Narvekar also expressed concern in his letter over private equity’s J-curve, which shows that asset valuations tend to dip before generating returns, much like the shape of the letter J.

“For now, and for the next few years, we will suffer the impact of the private equity ‘J-curve’ — the natural progression of a fund’s value in this space, where short-term losses precede long-term gains,” Narvekar wrote in a section titled, “A Sobering Thought.” “Many peers dealt with these growing pains years, if not decades, ago.”

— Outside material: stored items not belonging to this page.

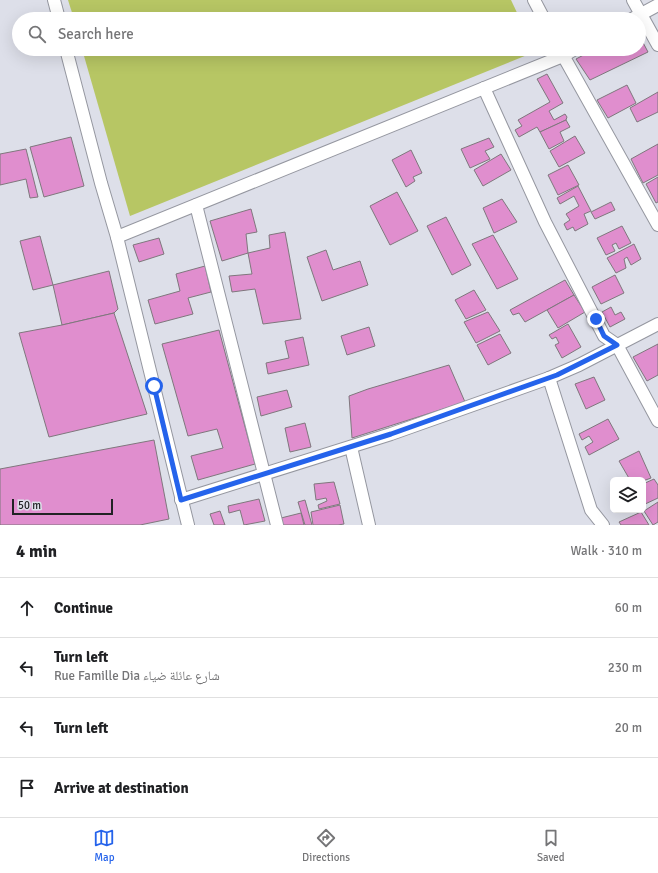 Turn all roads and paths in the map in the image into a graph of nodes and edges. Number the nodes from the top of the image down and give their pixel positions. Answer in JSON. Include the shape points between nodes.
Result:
{"nodes":[{"id":1,"x":54,"y":0,"type":"edge"},
{"id":2,"x":534,"y":0,"type":"edge"},
{"id":3,"x":633,"y":0,"type":"edge"},
{"id":4,"x":658,"y":5,"type":"edge"},
{"id":5,"x":57,"y":12,"type":"edge"},
{"id":6,"x":540,"y":12,"type":"edge"},
{"id":7,"x":636,"y":12,"type":"edge"},
{"id":8,"x":646,"y":12,"type":"edge"},
{"id":9,"x":646,"y":29,"type":"edge"},
{"id":10,"x":658,"y":45,"type":"edge"},
{"id":11,"x":68,"y":56,"type":"edge"},
{"id":12,"x":552,"y":56,"type":"edge"},
{"id":13,"x":563,"y":56,"type":"edge"},
{"id":14,"x":484,"y":88,"type":"junction"},
{"id":15,"x":196,"y":205,"type":"junction"},
{"id":16,"x":658,"y":225,"type":"edge"},
{"id":17,"x":117,"y":237,"type":"junction"},
{"id":18,"x":658,"y":324,"type":"edge"},
{"id":19,"x":617,"y":345,"type":"junction"},
{"id":20,"x":549,"y":378,"type":"junction"},
{"id":21,"x":658,"y":421,"type":"edge"},
{"id":22,"x":351,"y":447,"type":"junction"},
{"id":23,"x":263,"y":474,"type":"junction"},
{"id":24,"x":181,"y":500,"type":"junction"},
{"id":25,"x":188,"y":525,"type":"edge"},
{"id":26,"x":277,"y":525,"type":"edge"},
{"id":27,"x":369,"y":525,"type":"edge"},
{"id":28,"x":603,"y":525,"type":"edge"}],
"edges":[{"from":1,"to":5,"type":"street"},
{"from":2,"to":6,"type":"street"},
{"from":3,"to":7,"type":"street"},
{"from":4,"to":8,"type":"street"},
{"from":9,"to":10,"type":"street"},
{"from":11,"to":17,"type":"street"},
{"from":12,"to":14,"type":"street"},
{"from":13,"to":16,"type":"street"},
{"from":14,"to":15,"type":"street"},
{"from":14,"to":19,"type":"street","via":[[545,222],[604,336]]},
{"from":15,"to":17,"type":"street"},
{"from":15,"to":23,"type":"street"},
{"from":17,"to":24,"type":"street"},
{"from":18,"to":19,"type":"street"},
{"from":19,"to":20,"type":"street"},
{"from":19,"to":21,"type":"street"},
{"from":20,"to":22,"type":"street"},
{"from":20,"to":28,"type":"street","via":[[591,510]]},
{"from":22,"to":23,"type":"street"},
{"from":22,"to":27,"type":"street"},
{"from":23,"to":24,"type":"street"},
{"from":23,"to":26,"type":"street"},
{"from":24,"to":25,"type":"street"}]} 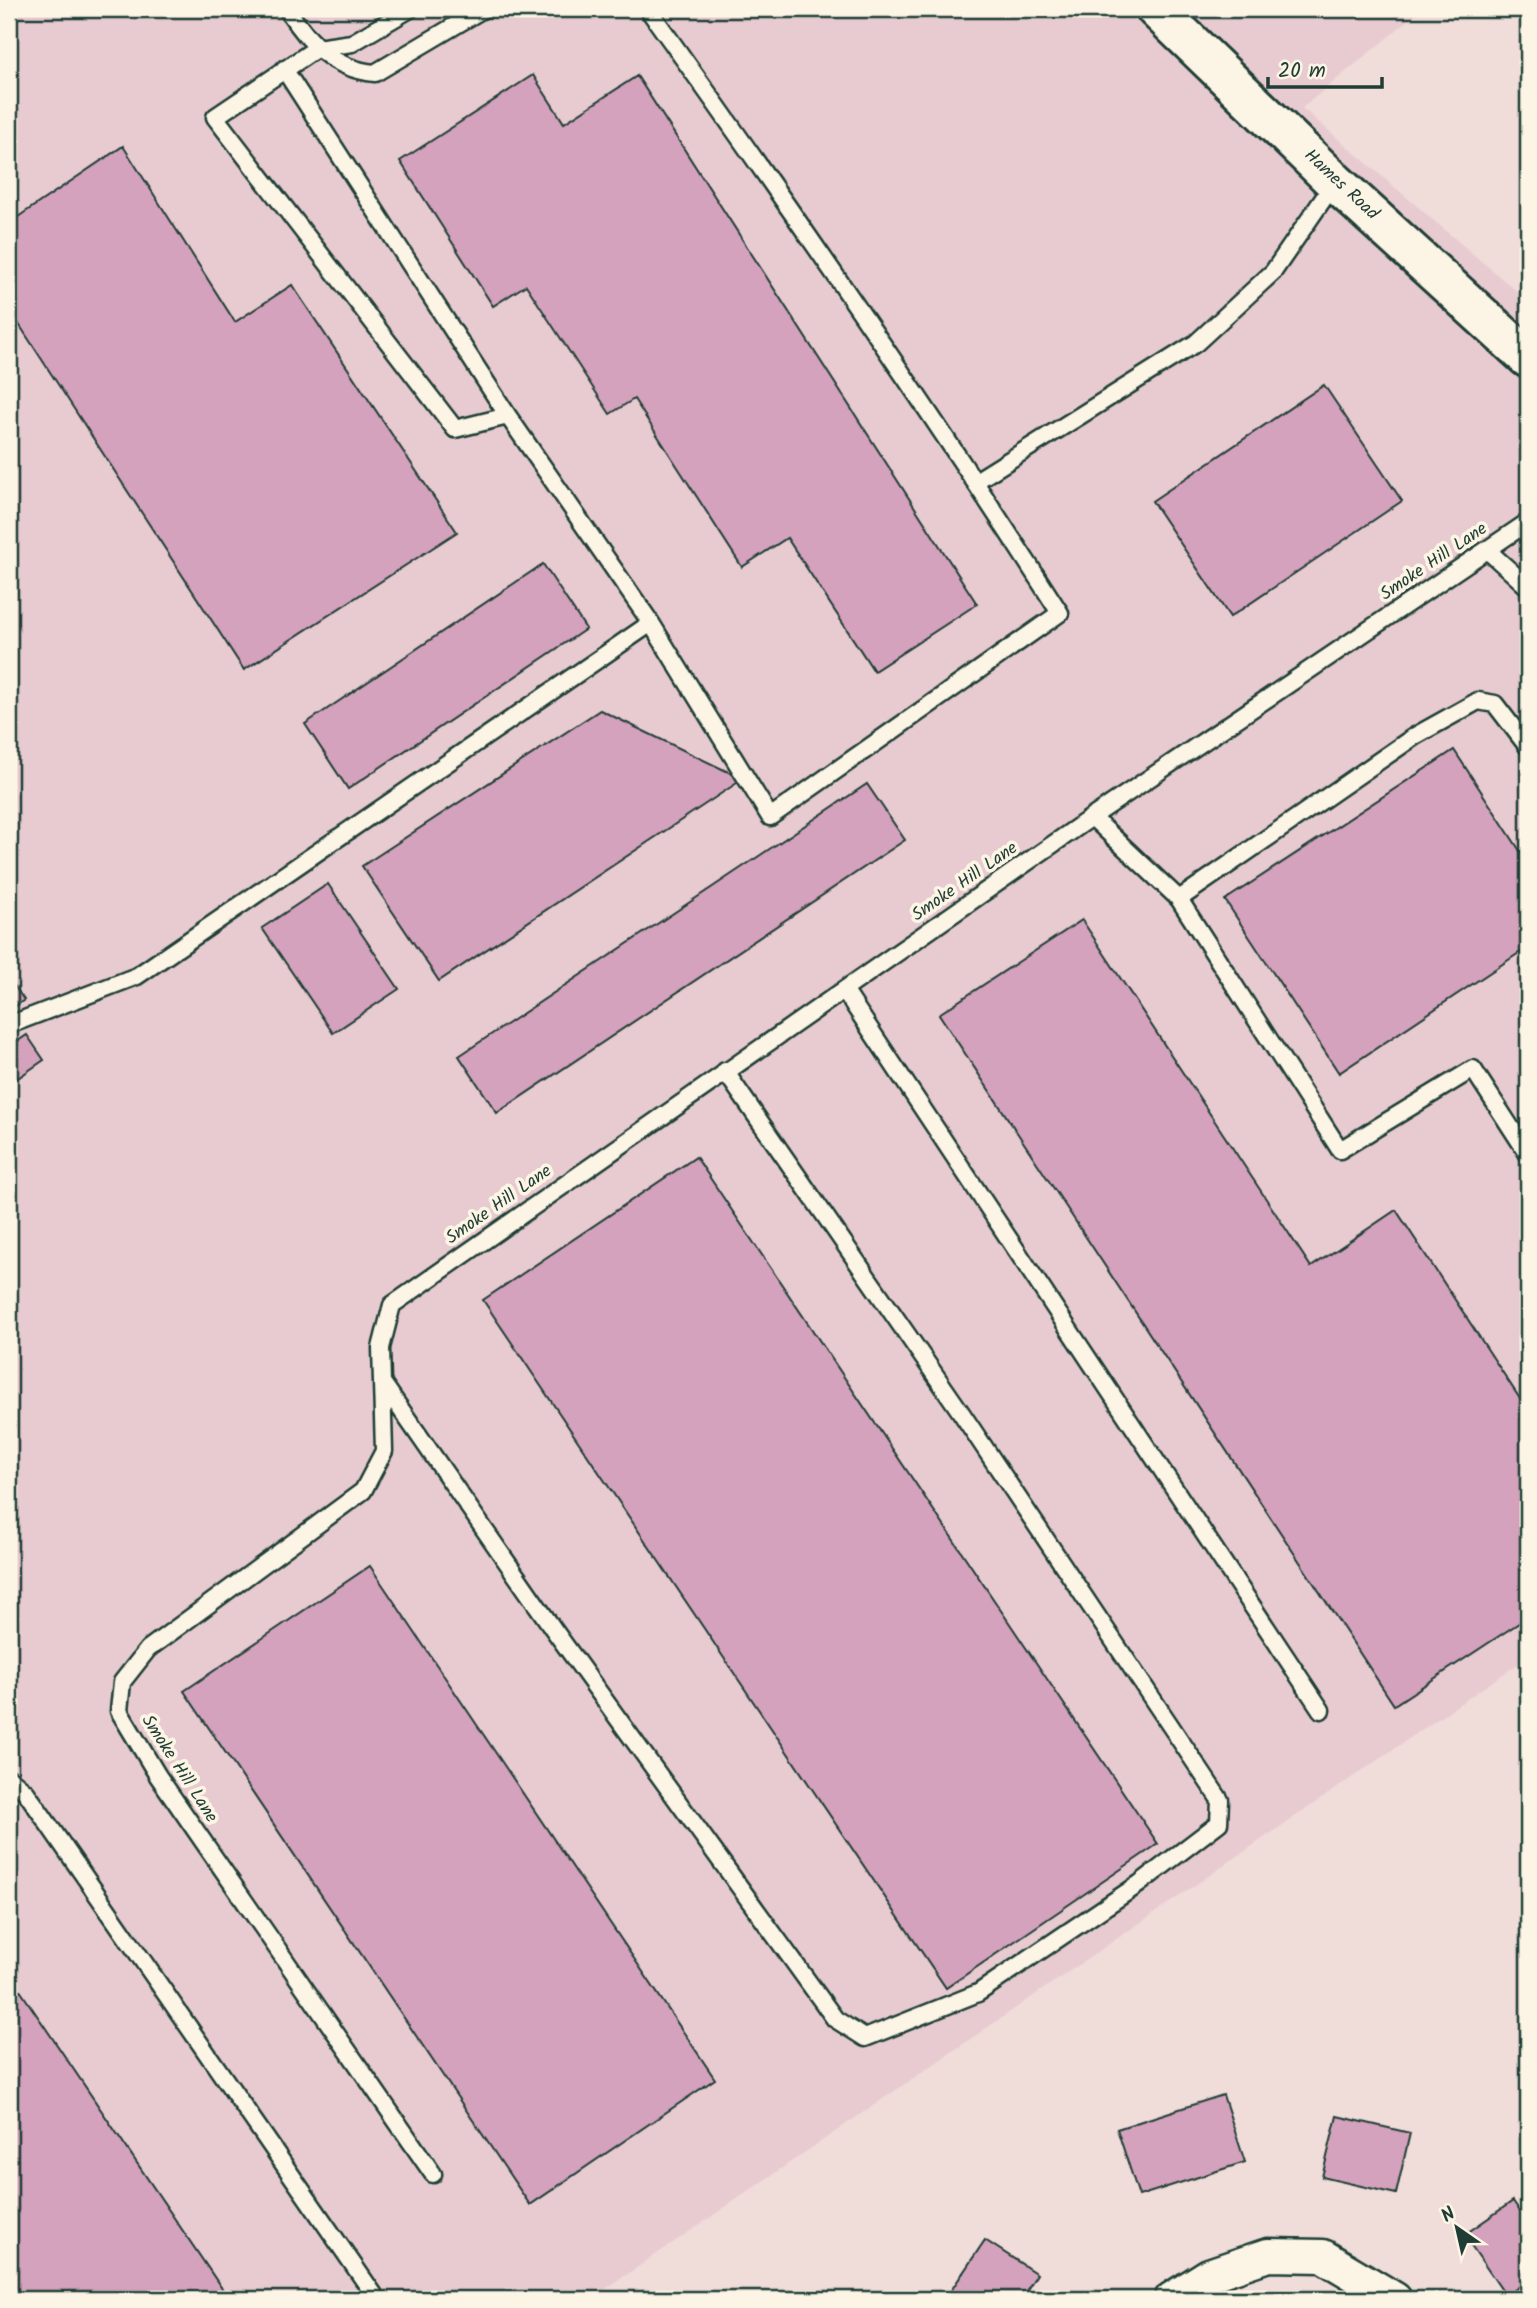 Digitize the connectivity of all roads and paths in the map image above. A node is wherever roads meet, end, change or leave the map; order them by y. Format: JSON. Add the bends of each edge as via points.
{"nodes":[{"id":1,"x":287,"y":9,"type":"edge"},
{"id":2,"x":410,"y":9,"type":"edge"},
{"id":3,"x":483,"y":9,"type":"edge"},
{"id":4,"x":648,"y":9,"type":"edge"},
{"id":5,"x":1156,"y":9,"type":"edge"},
{"id":6,"x":317,"y":48,"type":"junction"},
{"id":7,"x":284,"y":69,"type":"junction"},
{"id":8,"x":1335,"y":182,"type":"junction"},
{"id":9,"x":1528,"y":358,"type":"edge"},
{"id":10,"x":508,"y":416,"type":"junction"},
{"id":11,"x":976,"y":481,"type":"junction"},
{"id":12,"x":1528,"y":522,"type":"edge"},
{"id":13,"x":1487,"y":550,"type":"junction"},
{"id":14,"x":1528,"y":587,"type":"edge"},
{"id":15,"x":651,"y":623,"type":"junction"},
{"id":16,"x":1528,"y":747,"type":"edge"},
{"id":17,"x":1092,"y":817,"type":"junction"},
{"id":18,"x":1179,"y":899,"type":"junction"},
{"id":19,"x":844,"y":990,"type":"junction"},
{"id":20,"x":9,"y":1025,"type":"edge"},
{"id":21,"x":725,"y":1071,"type":"junction"},
{"id":22,"x":1528,"y":1154,"type":"edge"},
{"id":23,"x":384,"y":1385,"type":"junction"},
{"id":24,"x":1321,"y":1710,"type":"dead end"},
{"id":25,"x":9,"y":1778,"type":"edge"},
{"id":26,"x":433,"y":2174,"type":"dead end"},
{"id":27,"x":377,"y":2299,"type":"edge"},
{"id":28,"x":1171,"y":2299,"type":"edge"},
{"id":29,"x":1395,"y":2299,"type":"edge"}],
"edges":[{"from":1,"to":6,"type":"lane"},
{"from":2,"to":6,"type":"lane","via":[[352,43]]},
{"from":3,"to":6,"type":"lane","via":[[376,73],[336,63]]},
{"from":4,"to":11,"type":"lane"},
{"from":5,"to":8,"type":"street","name":"Hames Road"},
{"from":6,"to":7,"type":"lane"},
{"from":7,"to":10,"type":"lane"},
{"from":7,"to":10,"type":"lane","via":[[215,117],[455,429]]},
{"from":8,"to":9,"type":"street","name":"Hames Road"},
{"from":8,"to":11,"type":"lane","via":[[1273,272],[1196,343]]},
{"from":10,"to":15,"type":"lane"},
{"from":11,"to":15,"type":"lane","via":[[1060,613],[770,817]]},
{"from":12,"to":13,"type":"lane","name":"Smoke Hill Lane"},
{"from":13,"to":14,"type":"lane"},
{"from":13,"to":17,"type":"lane","name":"Smoke Hill Lane"},
{"from":15,"to":20,"type":"lane","via":[[137,976]]},
{"from":16,"to":18,"type":"lane","via":[[1495,705],[1478,701],[1415,736]]},
{"from":17,"to":18,"type":"lane"},
{"from":17,"to":19,"type":"lane","name":"Smoke Hill Lane"},
{"from":18,"to":22,"type":"lane","via":[[1340,1150],[1474,1069]]},
{"from":19,"to":21,"type":"lane","name":"Smoke Hill Lane"},
{"from":19,"to":24,"type":"lane"},
{"from":21,"to":23,"type":"lane","name":"Smoke Hill Lane","via":[[392,1305],[381,1348]]},
{"from":21,"to":23,"type":"lane","via":[[960,1410],[1220,1800],[1219,1823],[1139,1884],[978,1993],[865,2038],[835,2019]]},
{"from":23,"to":26,"type":"lane","name":"Smoke Hill Lane","via":[[384,1451],[363,1491],[148,1650],[122,1682],[119,1711],[158,1776]]},
{"from":25,"to":27,"type":"lane","via":[[26,1792]]},
{"from":28,"to":29,"type":"street","via":[[1209,2275],[1268,2255],[1323,2256]]}]}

A spokesperson for HMC added via email Friday that increasing an allocation to private equity typically has a short-term effect of muting returns for the asset class. When HMC considered its private equity portfolio early in the restructuring process, it expected to take seven to nine years to reach a meaningfully higher allocation, Narvekar said in his letter.

Furthermore, “Harvard’s exposure to venture capital is notably small in the context of leading endowments,” he wrote. VC was one of the fiscal year’s best-performing sectors.

He added that the endowment is early in the process of transitioning to a portfolio with larger allocations not only to venture capital but also to buyout and growth investment strategies.